(Saved entries)

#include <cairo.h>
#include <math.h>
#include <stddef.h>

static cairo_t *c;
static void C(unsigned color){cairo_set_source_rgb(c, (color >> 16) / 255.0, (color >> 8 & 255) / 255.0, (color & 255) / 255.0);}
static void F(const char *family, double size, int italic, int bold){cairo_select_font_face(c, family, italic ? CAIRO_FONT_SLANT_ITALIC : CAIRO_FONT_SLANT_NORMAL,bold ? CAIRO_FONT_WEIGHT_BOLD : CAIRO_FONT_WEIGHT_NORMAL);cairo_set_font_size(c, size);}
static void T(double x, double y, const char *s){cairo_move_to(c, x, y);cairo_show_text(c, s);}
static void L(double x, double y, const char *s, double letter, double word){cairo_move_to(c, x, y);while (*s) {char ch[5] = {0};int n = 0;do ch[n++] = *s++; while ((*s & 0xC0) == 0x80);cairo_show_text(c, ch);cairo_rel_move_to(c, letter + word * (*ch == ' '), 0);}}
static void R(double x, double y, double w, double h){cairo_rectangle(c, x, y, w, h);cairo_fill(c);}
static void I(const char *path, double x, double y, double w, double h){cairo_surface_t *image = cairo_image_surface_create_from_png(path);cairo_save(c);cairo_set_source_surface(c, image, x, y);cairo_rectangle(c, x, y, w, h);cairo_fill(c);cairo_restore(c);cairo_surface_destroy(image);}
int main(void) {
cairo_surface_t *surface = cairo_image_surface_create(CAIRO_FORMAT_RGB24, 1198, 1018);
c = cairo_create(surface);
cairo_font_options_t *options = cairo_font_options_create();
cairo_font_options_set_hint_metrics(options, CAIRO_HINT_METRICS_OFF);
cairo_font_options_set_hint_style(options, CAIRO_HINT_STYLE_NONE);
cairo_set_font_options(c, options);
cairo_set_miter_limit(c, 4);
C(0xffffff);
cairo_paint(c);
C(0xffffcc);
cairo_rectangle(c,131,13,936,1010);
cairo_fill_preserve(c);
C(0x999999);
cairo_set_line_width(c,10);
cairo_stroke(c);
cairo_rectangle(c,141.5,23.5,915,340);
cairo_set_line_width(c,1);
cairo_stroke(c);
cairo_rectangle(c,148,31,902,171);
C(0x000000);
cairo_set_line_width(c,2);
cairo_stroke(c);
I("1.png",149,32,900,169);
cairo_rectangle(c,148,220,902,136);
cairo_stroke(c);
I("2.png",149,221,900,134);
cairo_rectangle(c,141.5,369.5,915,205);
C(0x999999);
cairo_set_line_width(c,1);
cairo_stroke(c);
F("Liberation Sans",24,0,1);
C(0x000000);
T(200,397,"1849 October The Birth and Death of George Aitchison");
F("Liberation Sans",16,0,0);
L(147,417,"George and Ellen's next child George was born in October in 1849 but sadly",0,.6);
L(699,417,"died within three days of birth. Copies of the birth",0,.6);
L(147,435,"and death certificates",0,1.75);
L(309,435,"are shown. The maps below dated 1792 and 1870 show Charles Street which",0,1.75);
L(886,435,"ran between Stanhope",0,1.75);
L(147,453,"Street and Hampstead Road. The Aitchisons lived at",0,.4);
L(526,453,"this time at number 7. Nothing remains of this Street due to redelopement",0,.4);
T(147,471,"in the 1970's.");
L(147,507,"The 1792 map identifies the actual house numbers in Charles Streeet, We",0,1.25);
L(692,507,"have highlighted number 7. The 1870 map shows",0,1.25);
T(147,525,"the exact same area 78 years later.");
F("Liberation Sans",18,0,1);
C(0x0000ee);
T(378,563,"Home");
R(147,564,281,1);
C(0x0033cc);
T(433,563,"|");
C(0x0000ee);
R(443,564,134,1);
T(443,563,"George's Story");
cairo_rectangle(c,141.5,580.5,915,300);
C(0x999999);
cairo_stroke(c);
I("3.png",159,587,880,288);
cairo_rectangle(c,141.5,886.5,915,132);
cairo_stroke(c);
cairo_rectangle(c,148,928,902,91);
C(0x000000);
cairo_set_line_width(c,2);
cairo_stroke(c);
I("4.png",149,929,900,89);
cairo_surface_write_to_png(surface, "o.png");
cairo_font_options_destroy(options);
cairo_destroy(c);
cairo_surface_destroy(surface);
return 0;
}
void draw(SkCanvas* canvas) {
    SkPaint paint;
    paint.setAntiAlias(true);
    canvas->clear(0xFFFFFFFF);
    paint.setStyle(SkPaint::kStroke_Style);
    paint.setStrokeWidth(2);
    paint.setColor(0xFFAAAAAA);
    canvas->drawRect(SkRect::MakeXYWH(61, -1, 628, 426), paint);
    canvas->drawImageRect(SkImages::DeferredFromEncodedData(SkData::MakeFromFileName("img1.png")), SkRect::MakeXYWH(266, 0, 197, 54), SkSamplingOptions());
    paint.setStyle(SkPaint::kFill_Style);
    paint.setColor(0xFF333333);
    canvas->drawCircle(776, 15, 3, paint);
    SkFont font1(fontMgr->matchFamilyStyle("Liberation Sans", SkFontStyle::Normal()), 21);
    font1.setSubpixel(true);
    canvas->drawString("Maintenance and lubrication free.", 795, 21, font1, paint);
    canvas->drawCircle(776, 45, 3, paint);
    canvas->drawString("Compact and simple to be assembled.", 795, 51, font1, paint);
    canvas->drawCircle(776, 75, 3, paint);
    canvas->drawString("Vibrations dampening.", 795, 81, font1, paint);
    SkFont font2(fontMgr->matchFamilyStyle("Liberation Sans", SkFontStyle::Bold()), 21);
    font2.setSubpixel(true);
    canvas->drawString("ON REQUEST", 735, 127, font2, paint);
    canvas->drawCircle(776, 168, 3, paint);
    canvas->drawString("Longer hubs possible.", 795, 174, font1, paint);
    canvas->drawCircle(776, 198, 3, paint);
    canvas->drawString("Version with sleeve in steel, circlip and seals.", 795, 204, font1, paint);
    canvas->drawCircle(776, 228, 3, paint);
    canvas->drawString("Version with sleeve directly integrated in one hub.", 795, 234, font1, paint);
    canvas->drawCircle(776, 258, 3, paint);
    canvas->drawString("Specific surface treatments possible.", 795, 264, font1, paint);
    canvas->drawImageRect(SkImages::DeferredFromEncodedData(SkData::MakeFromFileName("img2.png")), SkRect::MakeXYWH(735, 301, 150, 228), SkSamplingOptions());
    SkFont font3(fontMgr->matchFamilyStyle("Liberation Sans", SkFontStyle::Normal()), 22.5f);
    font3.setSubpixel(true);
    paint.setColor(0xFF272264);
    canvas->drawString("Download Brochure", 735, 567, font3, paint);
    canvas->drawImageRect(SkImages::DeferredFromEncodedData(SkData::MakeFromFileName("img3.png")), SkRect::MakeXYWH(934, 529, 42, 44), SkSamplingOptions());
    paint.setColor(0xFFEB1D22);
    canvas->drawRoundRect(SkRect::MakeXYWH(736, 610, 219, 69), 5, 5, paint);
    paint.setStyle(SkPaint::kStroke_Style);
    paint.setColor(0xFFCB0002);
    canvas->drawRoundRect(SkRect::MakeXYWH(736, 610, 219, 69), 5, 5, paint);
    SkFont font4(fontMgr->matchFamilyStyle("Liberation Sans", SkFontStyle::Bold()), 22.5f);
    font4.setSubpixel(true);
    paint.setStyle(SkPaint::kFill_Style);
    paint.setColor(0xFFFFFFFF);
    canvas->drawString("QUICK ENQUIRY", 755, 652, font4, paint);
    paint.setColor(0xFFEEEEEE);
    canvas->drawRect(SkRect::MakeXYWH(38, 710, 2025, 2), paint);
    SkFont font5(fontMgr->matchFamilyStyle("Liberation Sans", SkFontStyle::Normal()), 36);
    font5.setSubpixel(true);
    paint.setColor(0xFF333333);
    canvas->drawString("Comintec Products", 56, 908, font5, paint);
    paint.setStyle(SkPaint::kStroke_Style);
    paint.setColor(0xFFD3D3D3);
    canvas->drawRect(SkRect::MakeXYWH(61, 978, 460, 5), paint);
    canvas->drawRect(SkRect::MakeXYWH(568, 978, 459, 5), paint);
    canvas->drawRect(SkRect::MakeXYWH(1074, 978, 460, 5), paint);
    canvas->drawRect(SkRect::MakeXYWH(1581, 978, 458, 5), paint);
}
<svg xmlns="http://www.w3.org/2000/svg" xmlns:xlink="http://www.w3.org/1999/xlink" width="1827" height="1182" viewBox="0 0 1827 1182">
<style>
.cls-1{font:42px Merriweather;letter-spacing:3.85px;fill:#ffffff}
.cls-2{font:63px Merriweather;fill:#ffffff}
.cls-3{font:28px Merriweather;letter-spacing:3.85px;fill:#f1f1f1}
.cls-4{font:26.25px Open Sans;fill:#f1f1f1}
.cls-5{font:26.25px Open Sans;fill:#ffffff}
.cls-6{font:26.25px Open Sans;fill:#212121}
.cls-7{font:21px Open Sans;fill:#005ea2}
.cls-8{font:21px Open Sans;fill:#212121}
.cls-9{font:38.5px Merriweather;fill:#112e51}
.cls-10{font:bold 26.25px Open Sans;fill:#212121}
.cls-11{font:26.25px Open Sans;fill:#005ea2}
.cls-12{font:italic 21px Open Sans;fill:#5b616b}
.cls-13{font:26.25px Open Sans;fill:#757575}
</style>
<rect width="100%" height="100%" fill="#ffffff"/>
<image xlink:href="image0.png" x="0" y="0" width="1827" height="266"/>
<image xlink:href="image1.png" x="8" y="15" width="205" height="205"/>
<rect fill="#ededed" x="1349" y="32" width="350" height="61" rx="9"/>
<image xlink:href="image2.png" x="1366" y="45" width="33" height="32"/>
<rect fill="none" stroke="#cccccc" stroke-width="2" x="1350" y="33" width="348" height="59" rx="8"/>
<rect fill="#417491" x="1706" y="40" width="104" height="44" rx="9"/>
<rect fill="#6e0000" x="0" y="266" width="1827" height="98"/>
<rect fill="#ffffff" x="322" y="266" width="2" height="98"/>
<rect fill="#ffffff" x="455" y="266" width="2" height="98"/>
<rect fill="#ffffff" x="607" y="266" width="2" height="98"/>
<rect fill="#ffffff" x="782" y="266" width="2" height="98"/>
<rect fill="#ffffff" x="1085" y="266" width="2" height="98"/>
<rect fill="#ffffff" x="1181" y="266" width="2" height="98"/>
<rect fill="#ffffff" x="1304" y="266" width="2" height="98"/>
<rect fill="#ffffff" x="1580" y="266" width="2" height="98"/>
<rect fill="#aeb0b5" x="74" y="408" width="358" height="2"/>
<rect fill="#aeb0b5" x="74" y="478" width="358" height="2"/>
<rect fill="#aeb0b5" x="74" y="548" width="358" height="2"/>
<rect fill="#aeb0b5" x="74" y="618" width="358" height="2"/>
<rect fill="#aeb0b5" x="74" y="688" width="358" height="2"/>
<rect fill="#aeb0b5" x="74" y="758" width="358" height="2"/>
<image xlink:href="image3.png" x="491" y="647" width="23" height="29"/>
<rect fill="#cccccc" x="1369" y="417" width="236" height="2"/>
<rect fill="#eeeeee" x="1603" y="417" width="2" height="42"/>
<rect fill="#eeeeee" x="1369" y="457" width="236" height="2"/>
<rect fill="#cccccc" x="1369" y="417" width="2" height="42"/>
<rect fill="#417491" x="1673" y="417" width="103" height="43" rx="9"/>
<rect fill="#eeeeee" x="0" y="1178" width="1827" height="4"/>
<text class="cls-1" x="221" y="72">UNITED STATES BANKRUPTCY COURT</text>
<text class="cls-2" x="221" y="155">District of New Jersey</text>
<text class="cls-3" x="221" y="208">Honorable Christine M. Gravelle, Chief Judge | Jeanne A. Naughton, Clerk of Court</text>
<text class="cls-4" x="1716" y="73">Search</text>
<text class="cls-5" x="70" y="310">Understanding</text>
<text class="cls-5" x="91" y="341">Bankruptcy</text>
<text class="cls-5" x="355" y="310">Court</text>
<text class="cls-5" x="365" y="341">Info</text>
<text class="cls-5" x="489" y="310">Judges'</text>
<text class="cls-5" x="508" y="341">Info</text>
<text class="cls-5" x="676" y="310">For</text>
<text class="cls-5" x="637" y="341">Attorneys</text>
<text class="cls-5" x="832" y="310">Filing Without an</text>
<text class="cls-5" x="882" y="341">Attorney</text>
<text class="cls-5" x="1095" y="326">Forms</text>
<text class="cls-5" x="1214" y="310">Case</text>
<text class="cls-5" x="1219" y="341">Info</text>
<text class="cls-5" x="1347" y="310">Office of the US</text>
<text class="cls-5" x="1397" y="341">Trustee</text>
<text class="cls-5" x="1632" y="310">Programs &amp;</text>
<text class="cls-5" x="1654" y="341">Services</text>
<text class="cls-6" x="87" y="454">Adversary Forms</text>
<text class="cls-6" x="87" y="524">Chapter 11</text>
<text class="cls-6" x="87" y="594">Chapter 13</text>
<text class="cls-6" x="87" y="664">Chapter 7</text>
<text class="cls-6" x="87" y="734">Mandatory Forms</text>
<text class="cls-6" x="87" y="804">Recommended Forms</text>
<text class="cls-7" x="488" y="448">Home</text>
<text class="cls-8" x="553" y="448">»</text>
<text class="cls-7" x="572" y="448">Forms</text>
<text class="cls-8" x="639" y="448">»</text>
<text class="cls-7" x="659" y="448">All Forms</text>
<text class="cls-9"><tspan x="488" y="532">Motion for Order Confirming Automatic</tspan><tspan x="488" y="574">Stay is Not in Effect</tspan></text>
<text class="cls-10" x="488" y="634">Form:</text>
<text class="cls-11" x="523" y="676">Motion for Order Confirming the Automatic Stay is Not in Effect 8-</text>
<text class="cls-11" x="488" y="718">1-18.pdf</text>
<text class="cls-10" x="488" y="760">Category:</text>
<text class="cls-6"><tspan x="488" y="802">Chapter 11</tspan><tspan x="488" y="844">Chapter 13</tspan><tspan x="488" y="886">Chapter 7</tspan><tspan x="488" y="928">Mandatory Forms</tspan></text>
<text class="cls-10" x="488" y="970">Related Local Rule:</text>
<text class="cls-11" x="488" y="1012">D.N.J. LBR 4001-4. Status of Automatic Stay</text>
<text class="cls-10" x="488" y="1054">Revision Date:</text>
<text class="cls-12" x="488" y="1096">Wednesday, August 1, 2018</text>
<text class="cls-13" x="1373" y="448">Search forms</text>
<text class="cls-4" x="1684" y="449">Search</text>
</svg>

- _Directions for this task_: All that is wanted is a faithful reproduction of the line above with "cairo_image_surface_create(CAIRO_FORMAT_RGB24, 1198, 1018);", the line with "cairo_set_miter_limit(c, 4);", and every line in between.

- _Output for this exercise_:
cairo_surface_t *surface = cairo_image_surface_create(CAIRO_FORMAT_RGB24, 1198, 1018);
c = cairo_create(surface);
cairo_font_options_t *options = cairo_font_options_create();
cairo_font_options_set_hint_metrics(options, CAIRO_HINT_METRICS_OFF);
cairo_font_options_set_hint_style(options, CAIRO_HINT_STYLE_NONE);
cairo_set_font_options(c, options);
cairo_set_miter_limit(c, 4);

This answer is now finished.